--- EXERCISE ---
Your answer should hold all lines of the entries that include the word "Kings".

AVAILABLE RECORDS Start Marker

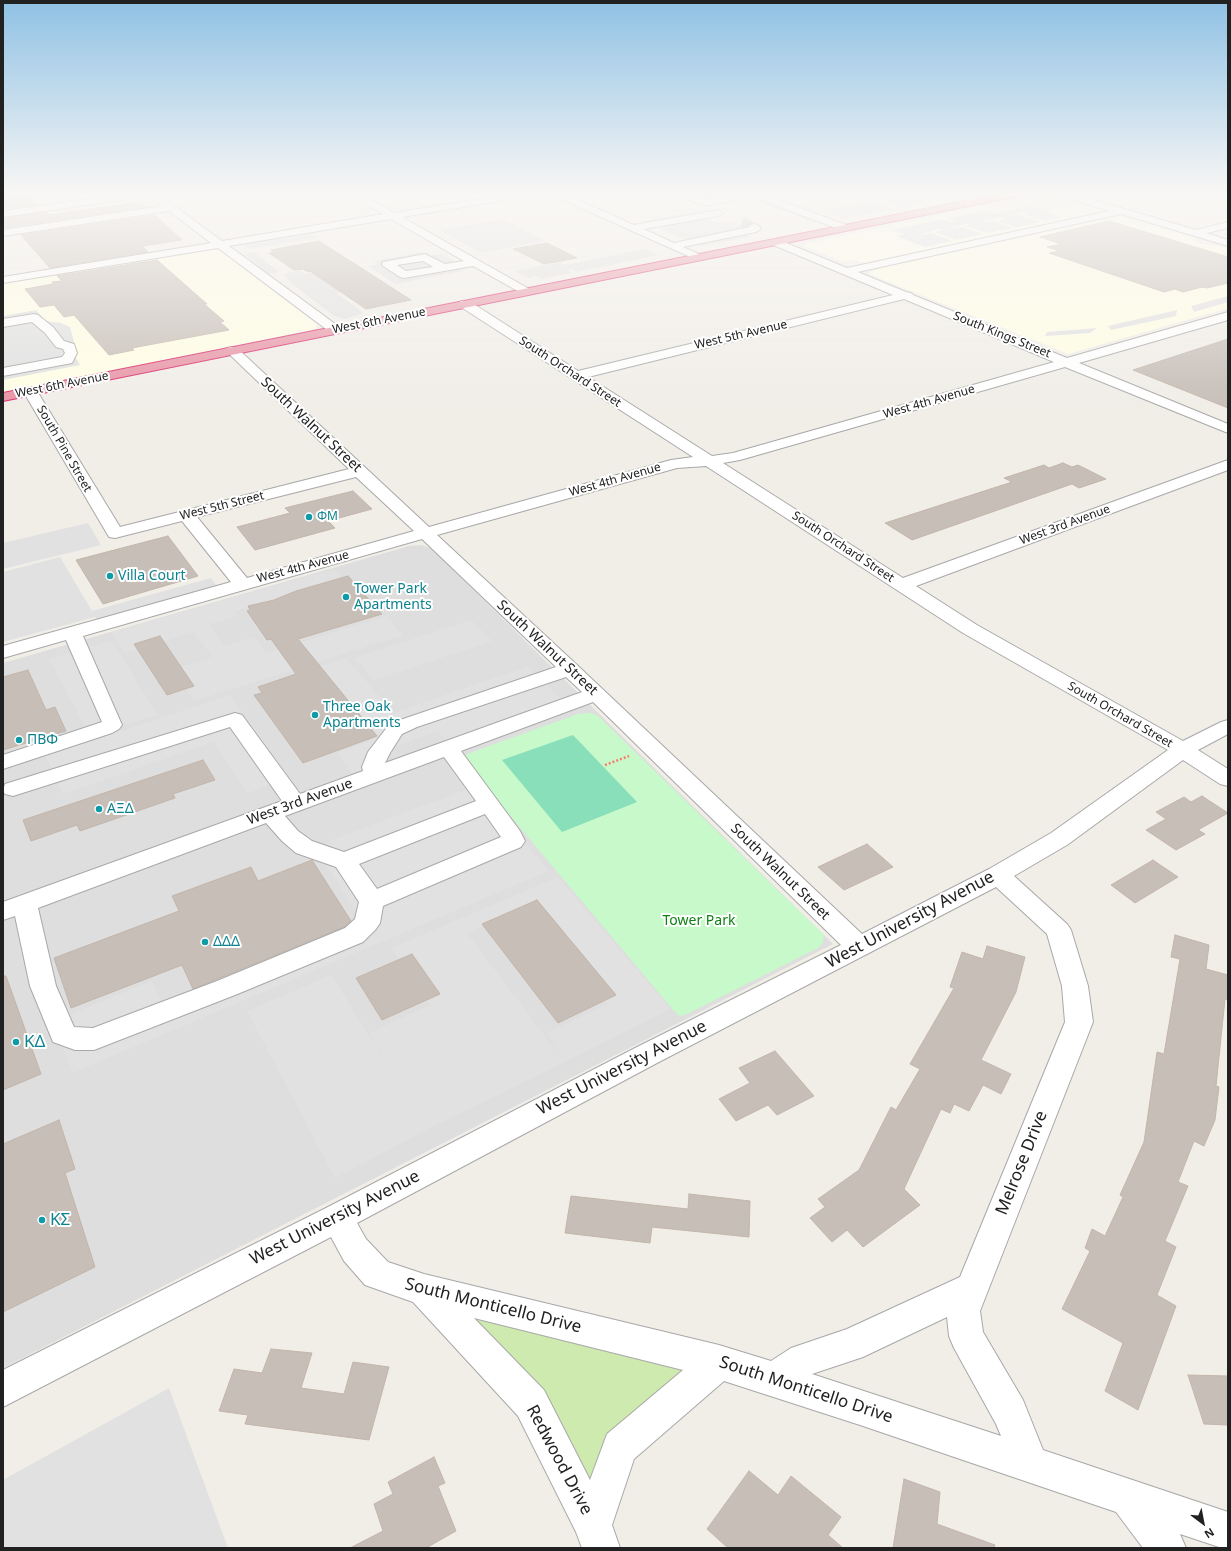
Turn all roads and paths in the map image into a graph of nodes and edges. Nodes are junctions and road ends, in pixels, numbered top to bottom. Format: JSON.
{"nodes":[{"id":1,"x":85,"y":266,"type":"edge"},
{"id":2,"x":250,"y":266,"type":"edge"},
{"id":3,"x":451,"y":266,"type":"edge"},
{"id":4,"x":482,"y":266,"type":"edge"},
{"id":5,"x":652,"y":266,"type":"edge"},
{"id":6,"x":837,"y":266,"type":"edge"},
{"id":7,"x":868,"y":266,"type":"edge"},
{"id":8,"x":443,"y":268,"type":"dead end"},
{"id":9,"x":7,"y":269,"type":"dead end"},
{"id":10,"x":848,"y":271,"type":"junction"},
{"id":11,"x":8,"y":279,"type":"edge"},
{"id":12,"x":527,"y":292,"type":"junction"},
{"id":13,"x":907,"y":295,"type":"junction"},
{"id":14,"x":465,"y":304,"type":"junction"},
{"id":15,"x":1228,"y":316,"type":"edge"},
{"id":16,"x":3,"y":323,"type":"edge"},
{"id":17,"x":334,"y":330,"type":"junction"},
{"id":18,"x":232,"y":351,"type":"junction"},
{"id":19,"x":1069,"y":363,"type":"junction"},
{"id":20,"x":3,"y":372,"type":"edge"},
{"id":21,"x":575,"y":376,"type":"junction"},
{"id":22,"x":30,"y":391,"type":"junction"},
{"id":23,"x":3,"y":396,"type":"edge"},
{"id":24,"x":1228,"y":429,"type":"edge"},
{"id":25,"x":711,"y":461,"type":"junction"},
{"id":26,"x":1228,"y":466,"type":"edge"},
{"id":27,"x":360,"y":471,"type":"junction"},
{"id":28,"x":98,"y":506,"type":"joint"},
{"id":29,"x":186,"y":515,"type":"junction"},
{"id":30,"x":426,"y":534,"type":"junction"},
{"id":31,"x":242,"y":584,"type":"junction"},
{"id":32,"x":902,"y":585,"type":"junction"},
{"id":33,"x":72,"y":633,"type":"junction"},
{"id":34,"x":3,"y":652,"type":"edge"},
{"id":35,"x":570,"y":669,"type":"junction"},
{"id":36,"x":596,"y":694,"type":"junction"},
{"id":37,"x":1228,"y":726,"type":"edge"},
{"id":38,"x":448,"y":748,"type":"junction"},
{"id":39,"x":1183,"y":750,"type":"junction"},
{"id":40,"x":3,"y":762,"type":"edge"},
{"id":41,"x":375,"y":775,"type":"junction"},
{"id":42,"x":1228,"y":779,"type":"edge"},
{"id":43,"x":13,"y":789,"type":"dead end"},
{"id":44,"x":296,"y":804,"type":"junction"},
{"id":45,"x":490,"y":804,"type":"junction"},
{"id":46,"x":270,"y":813,"type":"junction"},
{"id":47,"x":344,"y":861,"type":"junction"},
{"id":48,"x":998,"y":875,"type":"junction"},
{"id":49,"x":372,"y":901,"type":"junction"},
{"id":50,"x":14,"y":907,"type":"edge"},
{"id":51,"x":859,"y":947,"type":"junction"},
{"id":52,"x":337,"y":1218,"type":"junction"},
{"id":53,"x":972,"y":1288,"type":"junction"},
{"id":54,"x":424,"y":1290,"type":"junction"},
{"id":55,"x":719,"y":1362,"type":"junction"},
{"id":56,"x":773,"y":1380,"type":"junction"},
{"id":57,"x":3,"y":1388,"type":"edge"},
{"id":58,"x":1031,"y":1465,"type":"junction"},
{"id":59,"x":1129,"y":1498,"type":"junction"},
{"id":60,"x":1228,"y":1531,"type":"edge"},
{"id":61,"x":597,"y":1537,"type":"edge"},
{"id":62,"x":1167,"y":1548,"type":"edge"}],
"edges":[{"from":1,"to":11,"type":"street"},
{"from":2,"to":17,"type":"street"},
{"from":3,"to":8,"type":"street"},
{"from":4,"to":12,"type":"street"},
{"from":5,"to":12,"type":"highway","name":"West 6th Avenue"},
{"from":6,"to":10,"type":"street","name":"South Kings Street"},
{"from":7,"to":10,"type":"street"},
{"from":9,"to":11,"type":"street"},
{"from":10,"to":13,"type":"street","name":"South Kings Street"},
{"from":12,"to":14,"type":"highway","name":"West 6th Avenue"},
{"from":13,"to":19,"type":"street","name":"South Kings Street"},
{"from":13,"to":21,"type":"street","name":"West 5th Avenue"},
{"from":14,"to":17,"type":"highway","name":"West 6th Avenue"},
{"from":14,"to":21,"type":"street","name":"South Orchard Street"},
{"from":15,"to":19,"type":"street","name":"West 4th Avenue"},
{"from":16,"to":20,"type":"street"},
{"from":17,"to":18,"type":"highway","name":"West 6th Avenue"},
{"from":18,"to":22,"type":"highway","name":"West 6th Avenue"},
{"from":18,"to":27,"type":"street","name":"South Walnut Street"},
{"from":19,"to":24,"type":"street","name":"South Kings Street"},
{"from":19,"to":25,"type":"street","name":"West 4th Avenue"},
{"from":21,"to":25,"type":"street","name":"South Orchard Street"},
{"from":22,"to":23,"type":"highway","name":"West 6th Avenue"},
{"from":22,"to":28,"type":"street","name":"South Pine Street"},
{"from":25,"to":30,"type":"street","name":"West 4th Avenue"},
{"from":25,"to":32,"type":"street","name":"South Orchard Street"},
{"from":26,"to":32,"type":"street","name":"West 3rd Avenue"},
{"from":27,"to":29,"type":"street","name":"West 5th Street"},
{"from":27,"to":30,"type":"street","name":"South Walnut Street"},
{"from":28,"to":29,"type":"street","name":"West 5th Street"},
{"from":29,"to":31,"type":"street"},
{"from":30,"to":31,"type":"street","name":"West 4th Avenue"},
{"from":30,"to":35,"type":"street","name":"South Walnut Street"},
{"from":31,"to":33,"type":"street","name":"West 4th Avenue"},
{"from":32,"to":39,"type":"street","name":"South Orchard Street"},
{"from":33,"to":34,"type":"street","name":"West 4th Avenue"},
{"from":33,"to":40,"type":"street"},
{"from":35,"to":36,"type":"street","name":"South Walnut Street"},
{"from":35,"to":41,"type":"street"},
{"from":36,"to":38,"type":"street","name":"West 3rd Avenue"},
{"from":36,"to":51,"type":"street","name":"South Walnut Street"},
{"from":37,"to":39,"type":"street","name":"West University Avenue"},
{"from":38,"to":41,"type":"street","name":"West 3rd Avenue"},
{"from":38,"to":45,"type":"street"},
{"from":39,"to":42,"type":"street","name":"South Orchard Street"},
{"from":39,"to":48,"type":"street","name":"West University Avenue"},
{"from":41,"to":44,"type":"street","name":"West 3rd Avenue"},
{"from":43,"to":44,"type":"street"},
{"from":44,"to":46,"type":"street","name":"West 3rd Avenue"},
{"from":45,"to":47,"type":"street"},
{"from":45,"to":49,"type":"street"},
{"from":46,"to":47,"type":"street"},
{"from":46,"to":50,"type":"street","name":"West 3rd Avenue"},
{"from":47,"to":49,"type":"street"},
{"from":48,"to":51,"type":"street","name":"West University Avenue"},
{"from":48,"to":53,"type":"street","name":"Melrose Drive"},
{"from":49,"to":50,"type":"street"},
{"from":51,"to":52,"type":"street","name":"West University Avenue"},
{"from":52,"to":54,"type":"street","name":"South Monticello Drive"},
{"from":52,"to":57,"type":"street","name":"West University Avenue"},
{"from":53,"to":56,"type":"street"},
{"from":53,"to":58,"type":"street","name":"Melrose Drive"},
{"from":54,"to":55,"type":"street","name":"South Monticello Drive"},
{"from":54,"to":61,"type":"street","name":"Redwood Drive"},
{"from":55,"to":56,"type":"street","name":"South Monticello Drive"},
{"from":55,"to":61,"type":"street"},
{"from":56,"to":58,"type":"street","name":"South Monticello Drive"},
{"from":58,"to":59,"type":"street","name":"South Monticello Drive"},
{"from":59,"to":60,"type":"street","name":"South Monticello Drive"},
{"from":59,"to":62,"type":"street"}]}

AVAILABLE RECORDS End Marker

--- COMPLETED TASK ---
{"from":6,"to":10,"type":"street","name":"South Kings Street"},
{"from":10,"to":13,"type":"street","name":"South Kings Street"},
{"from":13,"to":19,"type":"street","name":"South Kings Street"},
{"from":19,"to":24,"type":"street","name":"South Kings Street"},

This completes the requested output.